Oh Danvers! I was told to come here many times by many awesome people, and on this adventure, we spent the least amount of time here! Danvers is a town with a lot of history. Danvers was very involved in the Salem Witch Trials of the early 1690s, and the house of executed with Rebecca Nurse still stands to this day, and can be visited! Danvers is also known for its legendary "Danvers Lunatic Asylum" which I have been DYING to check out. It's supposedly built on the site of the house of John Hathorne, a judge during the Salem Witch Trials, and great-great-grandfather of Nathaniel Hawthorne, author of the House of the Seven Gables and the Scarlet Letter. I only passed through this time, but I plan on a full on visit to this town in the near future.
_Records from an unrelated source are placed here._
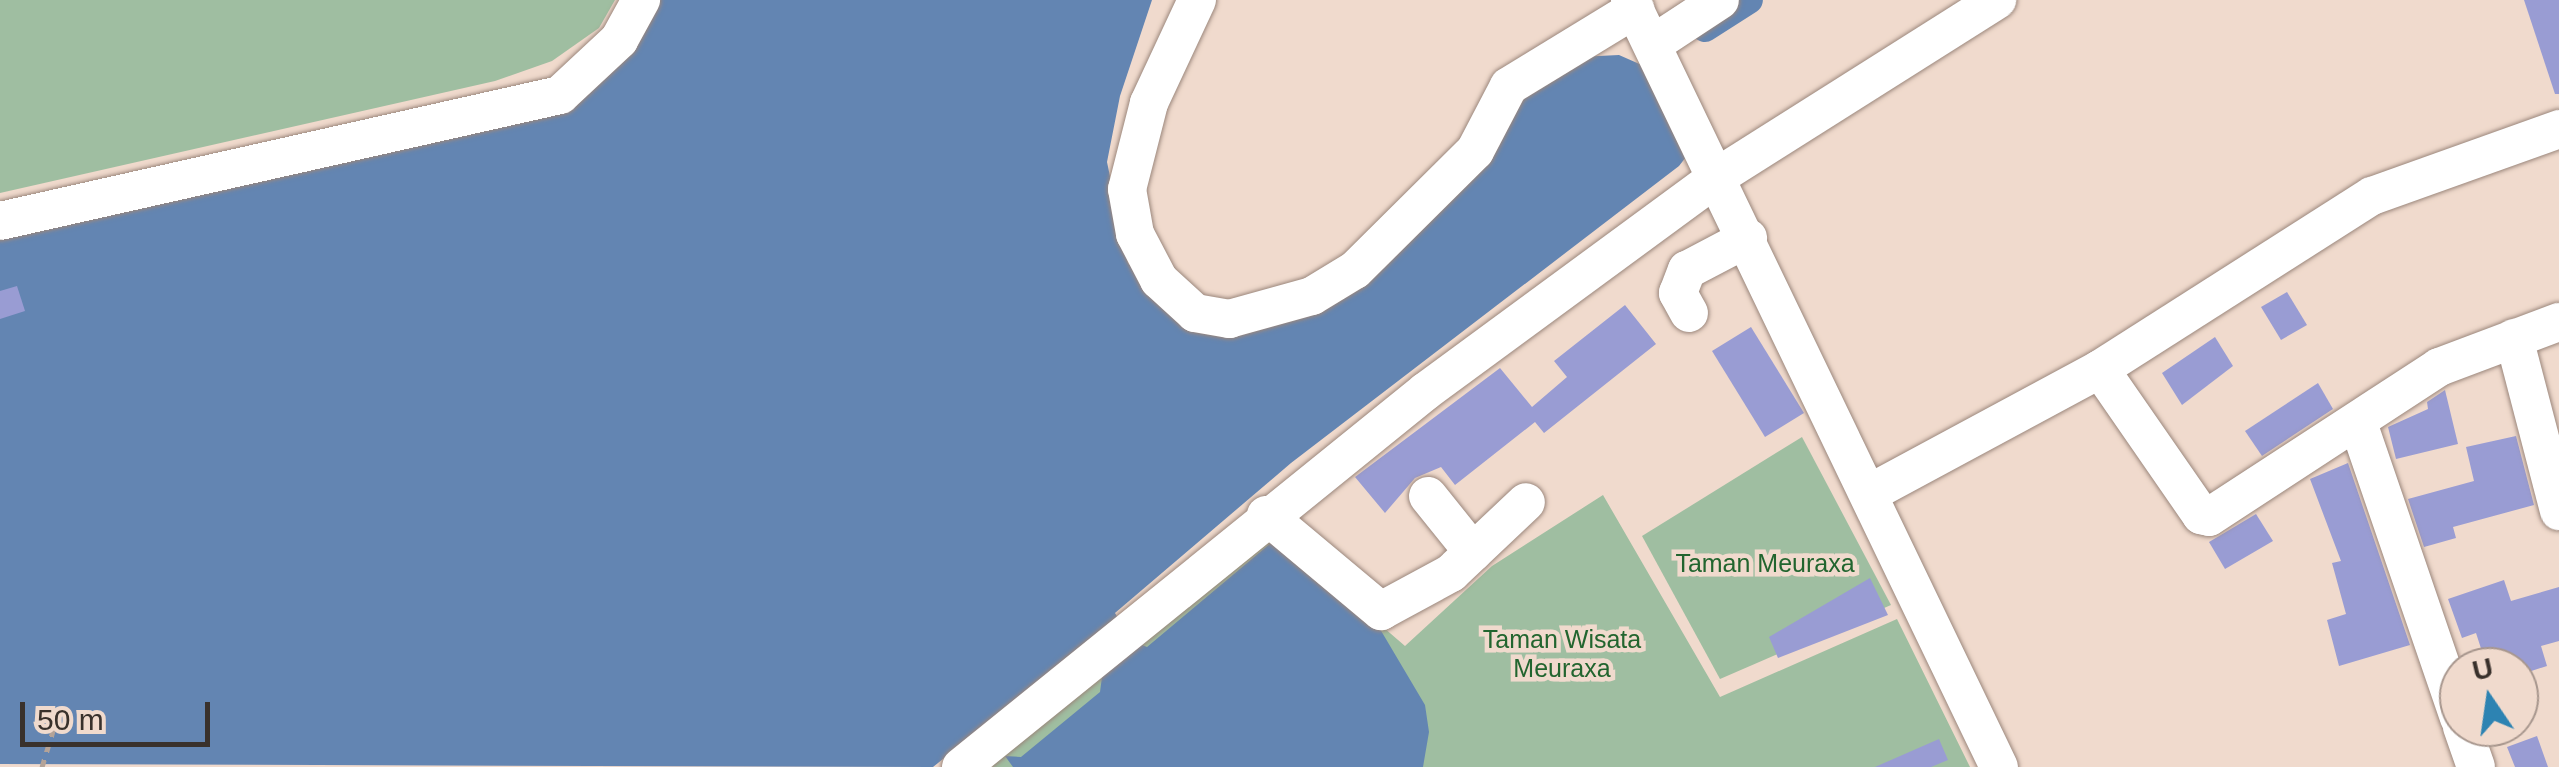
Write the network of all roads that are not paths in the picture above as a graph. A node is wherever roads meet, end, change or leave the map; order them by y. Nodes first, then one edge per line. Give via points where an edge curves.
1 (641, 0) edge
2 (1196, 0) edge
3 (1720, 0) edge
4 (1997, 0) edge
5 (1633, 5) edge
6 (1656, 50) junction
7 (2559, 129) edge
8 (1716, 170) junction
9 (0, 221) edge
10 (1748, 238) junction
11 (1690, 313) dead end
12 (2559, 322) edge
13 (2514, 338) junction
14 (2100, 369) junction
15 (2358, 424) junction
16 (1870, 493) junction
17 (1428, 496) dead end
18 (1526, 502) dead end
19 (2559, 511) edge
20 (1266, 515) junction
21 (1474, 552) junction
22 (2439, 660) edge
23 (961, 767) edge
24 (1998, 767) edge

1 - 9 street via 618,40 560,95
2 - 5 street via 1148,103 1127,188 1135,234 1160,280 1195,313 1229,319 1312,296 1355,270 1474,151 1509,86
3 - 6 street
4 - 8 street
5 - 6 street
6 - 8 street
7 - 14 street via 2372,196
8 - 10 street
8 - 20 street
10 - 11 street via 1687,270 1678,293
10 - 16 street
12 - 13 street
13 - 15 street via 2439,367
13 - 19 street
14 - 15 street via 2209,518
14 - 16 street
15 - 22 street
16 - 24 street
17 - 21 street
18 - 21 street
20 - 21 street via 1381,611 1451,574
20 - 23 street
Boxford is a town nestled in the forest, filled with cute, old houses, and people! It is home to the Tyler Homestead, also known as WITCH HOLLOW FARM! The Tyler Homestead is a very famous haunted house, where a supposed witch from Boxford named Rebecca Eames said she was bewitched near. It's also home to the Boxford Community Store, known as "Jack's" or "Wayne's" depending on who you ask. Boxford is a small little town with a very decentralized population, the kind you see out in western Massachusetts. We stopped on the side of the road next to the river to take this picture, and we were terrified of the traffic coming up so closely! The sign here, if you can tell in the picture, is an old wooden town sign, as opposed to the newer metal ones. You can tell by the significant wear and tear on both sides.
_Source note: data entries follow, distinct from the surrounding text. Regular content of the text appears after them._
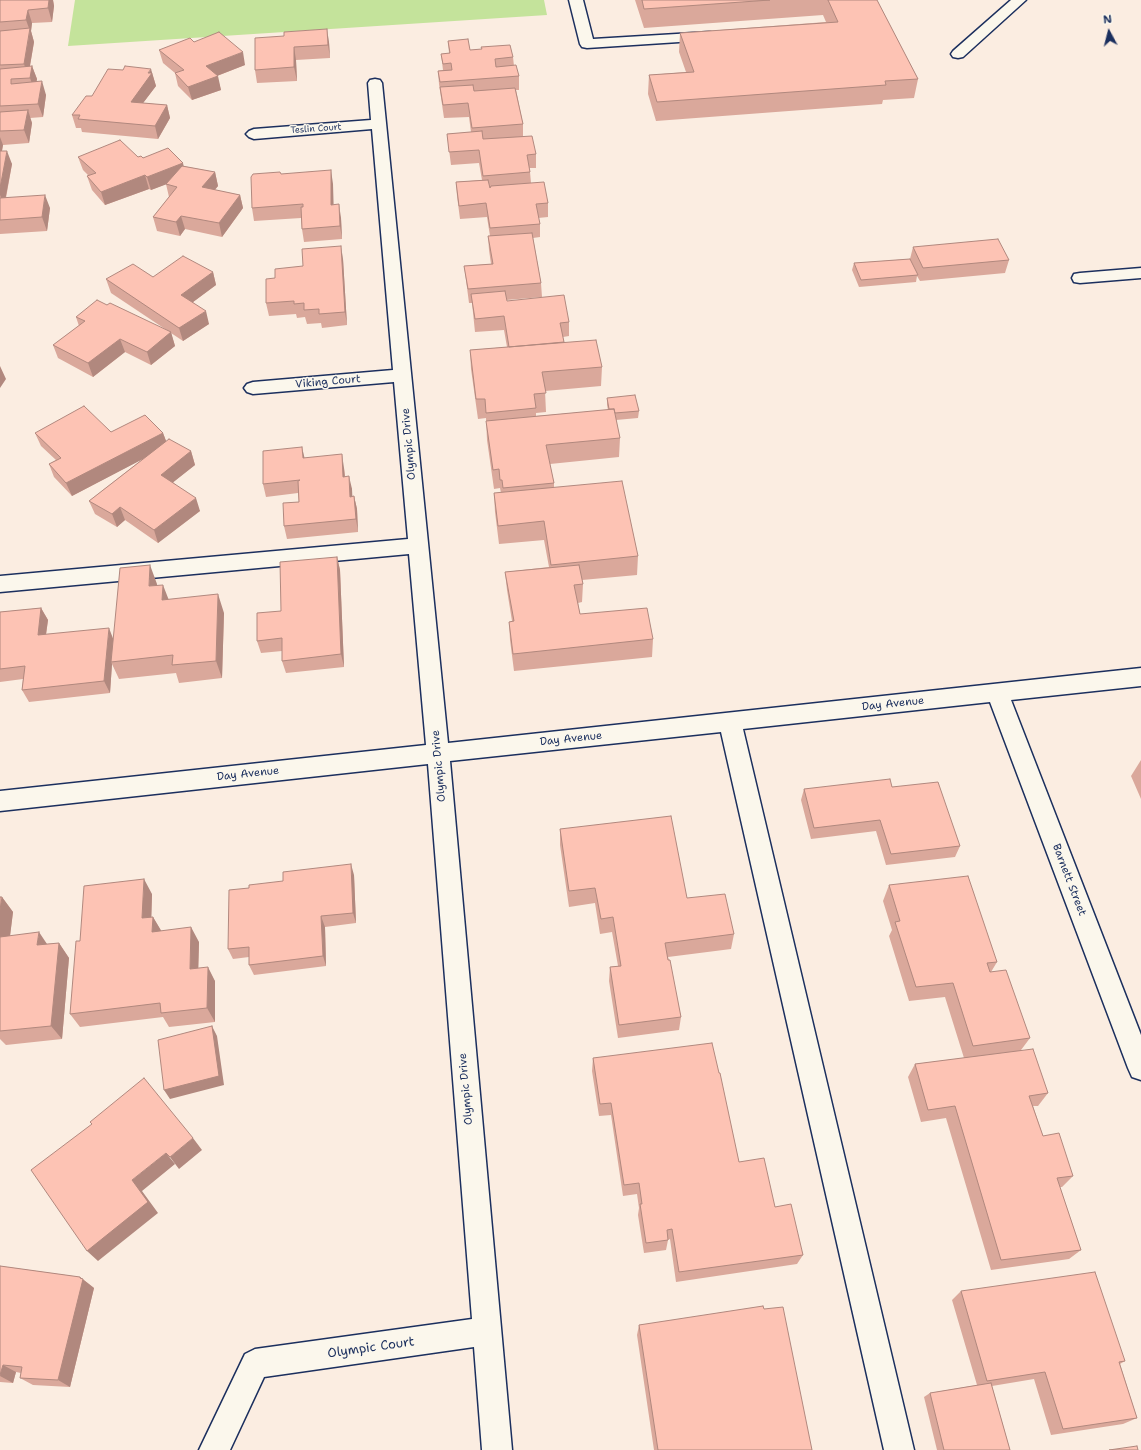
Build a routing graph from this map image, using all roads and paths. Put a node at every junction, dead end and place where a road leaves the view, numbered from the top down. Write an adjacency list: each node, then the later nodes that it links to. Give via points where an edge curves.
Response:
1 (576, 0): 3 (street, via 587,44)
2 (1019, 0): 4 (street)
3 (721, 36)
4 (958, 54)
5 (375, 83): 6 (street, Olympic Drive)
6 (379, 124): 7 (street, Teslin Court); 10 (street, Olympic Drive)
7 (254, 134)
8 (1141, 273): 9 (street)
9 (1080, 278)
10 (402, 375): 11 (street, Viking Court); 12 (street, Olympic Drive)
11 (253, 388)
12 (418, 546): 13 (street); 17 (street, Olympic Drive)
13 (0, 584)
14 (1141, 677): 15 (street, Day Avenue)
15 (997, 693): 16 (street, Day Avenue); 19 (street, Barnett Street)
16 (730, 722): 17 (street, Day Avenue); 23 (street)
17 (438, 753): 18 (street, Day Avenue); 20 (street, Olympic Drive)
18 (0, 801)
19 (1141, 1068)
20 (487, 1332): 21 (street, Olympic Court, via 255,1364); 22 (street, Olympic Drive)
21 (214, 1450)
22 (497, 1450)
23 (899, 1450)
Rowley is a nice little town on the North Shore with a lot of history. It was settled as a plantation for a few families. This place, I think is pretty cool, because it's supposedly right next to Innsmouth in the famous H.P. Lovecraft story "The Shadow Over Innsmouth". It's a pretty rad that this town borders the ruined, decrepit, Cthulu-loving town of Innsmouth. Rowley was rather quaint as well, and I learned of a diner there called the Agawam Diner. Now being a fan of diners, and food, I will eventually have to make a stop here and interview the workers. This diner is famous for its food, and history. Elvis Costello even shot the video for his song "45" here! What a lovely little town!